CLEAN CARS: Engineers work on electric vehicles at the Beijing New Energy Automotive Co. on November 7 (CFP)

To ensure the long-term fund, developing countries said at the Doha conference that they need at least $60 billion from 2013 to 2015 to deal with droughts, floods, rising seas and storms caused by climate change.

"We know that the United States and the EU are facing financial difficulties, so we propose the mid-term fund," Xie said. "They should give a clear answer."

Connie Hedegaard, EU Commissioner for Climate Action, said EU donors who are willing to continue giving money are also willing to give in the short term.

But in order to scale up to $100 billion a year, there is no way but through public money, said Hedegaard. The EU needs time to find out how they can leverage private financing through public money, or secure more private sources.

Stern said the United States will continue the long-term goal of mobilizing funding by 2020 in the context of mitigation and transparency.

While some developed countries agreed to continue providing money, whether mid-term or long-term, developing countries are still in doubt.

"When it comes to political statements, developed countries are ready to support, but in terms of figures, they are not fulfilling their commitments," said Larbi Djacta, Minister Counselor in charge of G77 of the Permanent Mission of Algeria to the United Nations. G77 is the largest intergovernmental organization of developing countries in the United Nations, in which Algeria currently holds the chairmanship position.

"The only thing developed countries have to do now is to fulfill their commitments, and the means of implementation is our biggest concern," said Djacta.

The means of implementation, according to Djacta, refers to supporting developing countries financially, helping them in technology and enhancing their capacities, which could make it possible for them to adapt to the challenge of climate change and enable their capacities to face the adverse impact of climate change.

"We obviously need financial assistance, capacity building and technological assistance," said Dr. Mariyam Shakeela, Minister of Environment and Energy of the Republic of Maldives. The country is one of the small island states that are most vulnerable to climate changes.

"Our infrastructure was not built to adapt and we need climate-resilient methods to build communities," said Shakeela. "So we need the money and technology."

But achieving a balanced result also means that China hopes that all previously agreed upon commitments before 2020 should be implemented, said Xie, head of the Chinese delegation.

On the basis of this result, China will provide and has provided some money to help developing countries through South-South cooperation, he said.

Facing a dilemma

While China has emerged as the world's second largest economy, it has become the world's largest carbon dioxide emitter, and its per-capita emission is around the world's average level.

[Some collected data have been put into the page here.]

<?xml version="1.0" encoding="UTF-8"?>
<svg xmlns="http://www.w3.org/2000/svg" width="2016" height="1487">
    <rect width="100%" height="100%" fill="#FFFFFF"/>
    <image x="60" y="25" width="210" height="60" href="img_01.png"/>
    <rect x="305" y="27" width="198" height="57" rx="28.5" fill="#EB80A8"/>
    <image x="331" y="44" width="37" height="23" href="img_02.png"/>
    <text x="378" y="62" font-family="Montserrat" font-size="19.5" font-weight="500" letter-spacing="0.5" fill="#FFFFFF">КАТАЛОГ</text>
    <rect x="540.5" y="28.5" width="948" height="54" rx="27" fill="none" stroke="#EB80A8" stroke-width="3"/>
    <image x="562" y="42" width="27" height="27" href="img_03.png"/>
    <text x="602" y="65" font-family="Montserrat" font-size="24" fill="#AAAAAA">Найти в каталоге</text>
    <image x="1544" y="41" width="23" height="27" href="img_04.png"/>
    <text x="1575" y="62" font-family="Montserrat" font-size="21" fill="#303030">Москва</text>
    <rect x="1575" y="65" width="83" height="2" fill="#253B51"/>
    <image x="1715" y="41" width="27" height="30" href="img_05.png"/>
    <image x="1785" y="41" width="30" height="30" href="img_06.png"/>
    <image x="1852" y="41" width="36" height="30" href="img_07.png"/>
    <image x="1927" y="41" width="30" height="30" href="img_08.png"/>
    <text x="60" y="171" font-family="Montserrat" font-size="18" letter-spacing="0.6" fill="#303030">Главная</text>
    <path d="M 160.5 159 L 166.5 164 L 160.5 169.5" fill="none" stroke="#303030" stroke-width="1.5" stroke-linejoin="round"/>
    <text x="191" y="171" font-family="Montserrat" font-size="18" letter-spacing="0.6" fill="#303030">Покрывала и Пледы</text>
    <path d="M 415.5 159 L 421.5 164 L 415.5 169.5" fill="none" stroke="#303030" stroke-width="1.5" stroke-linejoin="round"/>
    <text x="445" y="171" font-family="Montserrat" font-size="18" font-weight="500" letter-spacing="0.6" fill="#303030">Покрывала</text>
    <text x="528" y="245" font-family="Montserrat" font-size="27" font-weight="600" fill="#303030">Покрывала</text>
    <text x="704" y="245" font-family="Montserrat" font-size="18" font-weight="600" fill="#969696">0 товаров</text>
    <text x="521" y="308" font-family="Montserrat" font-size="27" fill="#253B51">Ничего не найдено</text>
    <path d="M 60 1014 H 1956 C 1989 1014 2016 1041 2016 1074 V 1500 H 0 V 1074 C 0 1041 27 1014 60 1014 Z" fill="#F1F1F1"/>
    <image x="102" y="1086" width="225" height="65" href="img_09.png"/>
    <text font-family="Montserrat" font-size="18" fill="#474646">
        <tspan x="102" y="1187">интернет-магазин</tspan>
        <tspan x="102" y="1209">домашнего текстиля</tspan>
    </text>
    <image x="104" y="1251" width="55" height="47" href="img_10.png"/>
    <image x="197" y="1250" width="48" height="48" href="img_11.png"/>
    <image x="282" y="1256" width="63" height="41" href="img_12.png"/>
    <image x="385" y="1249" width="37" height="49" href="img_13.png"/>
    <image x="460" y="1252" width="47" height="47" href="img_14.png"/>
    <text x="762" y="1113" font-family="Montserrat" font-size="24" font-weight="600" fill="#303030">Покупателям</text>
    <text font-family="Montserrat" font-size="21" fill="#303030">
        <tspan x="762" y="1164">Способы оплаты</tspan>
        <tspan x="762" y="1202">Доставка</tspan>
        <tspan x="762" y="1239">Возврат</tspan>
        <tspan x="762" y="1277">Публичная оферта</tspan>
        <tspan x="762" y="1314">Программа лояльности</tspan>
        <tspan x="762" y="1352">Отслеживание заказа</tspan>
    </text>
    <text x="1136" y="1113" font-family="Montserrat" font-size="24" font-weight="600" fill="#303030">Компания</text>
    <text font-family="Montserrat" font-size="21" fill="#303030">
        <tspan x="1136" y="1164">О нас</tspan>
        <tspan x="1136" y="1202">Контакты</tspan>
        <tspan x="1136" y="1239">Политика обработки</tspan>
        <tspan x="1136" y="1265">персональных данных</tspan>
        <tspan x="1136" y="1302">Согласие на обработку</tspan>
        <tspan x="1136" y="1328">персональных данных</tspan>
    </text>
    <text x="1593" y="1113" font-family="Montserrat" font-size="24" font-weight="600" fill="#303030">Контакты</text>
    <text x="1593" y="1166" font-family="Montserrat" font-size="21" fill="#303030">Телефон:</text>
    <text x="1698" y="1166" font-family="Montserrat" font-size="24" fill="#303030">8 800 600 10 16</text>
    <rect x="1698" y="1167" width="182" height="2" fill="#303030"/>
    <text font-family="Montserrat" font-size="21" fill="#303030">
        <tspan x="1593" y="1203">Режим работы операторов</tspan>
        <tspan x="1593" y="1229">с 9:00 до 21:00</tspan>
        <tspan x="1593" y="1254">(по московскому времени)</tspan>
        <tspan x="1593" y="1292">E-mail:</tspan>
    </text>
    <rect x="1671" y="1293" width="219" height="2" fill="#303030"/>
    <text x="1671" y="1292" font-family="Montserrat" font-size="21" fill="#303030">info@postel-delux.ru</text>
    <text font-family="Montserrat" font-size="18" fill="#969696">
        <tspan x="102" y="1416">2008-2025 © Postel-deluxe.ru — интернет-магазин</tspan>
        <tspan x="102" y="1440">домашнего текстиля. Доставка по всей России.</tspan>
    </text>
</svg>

"In tackling climate change and seeking sustainable development, China is facing enormous challenges," said Xie.

'We're not surprised that emissions are rising significantly in China," said Hedegaard. "Latest statistics we've seen show that actual emission levels are growing even more than its GDP is growing."

The challenge for China is to try to decouple economic growth and growth in emissions, she said.

A country's emission level will increase in tandem with economic growth, but when emission peaks, the level will remain stable for a period and then begin to drop, said Xie. It resembles an inverted U-shaped curve.

Developed countries' emissions stopped increasing when their per-capita GDP reached $40,000-50,000, said Xie. "But China's per-capita GDP is only about $5,000 and China's emission is at the climbing stage."

However, with efforts, China's emission can peak when its per-capita GDP is only half of the developed countries' peak level, he said.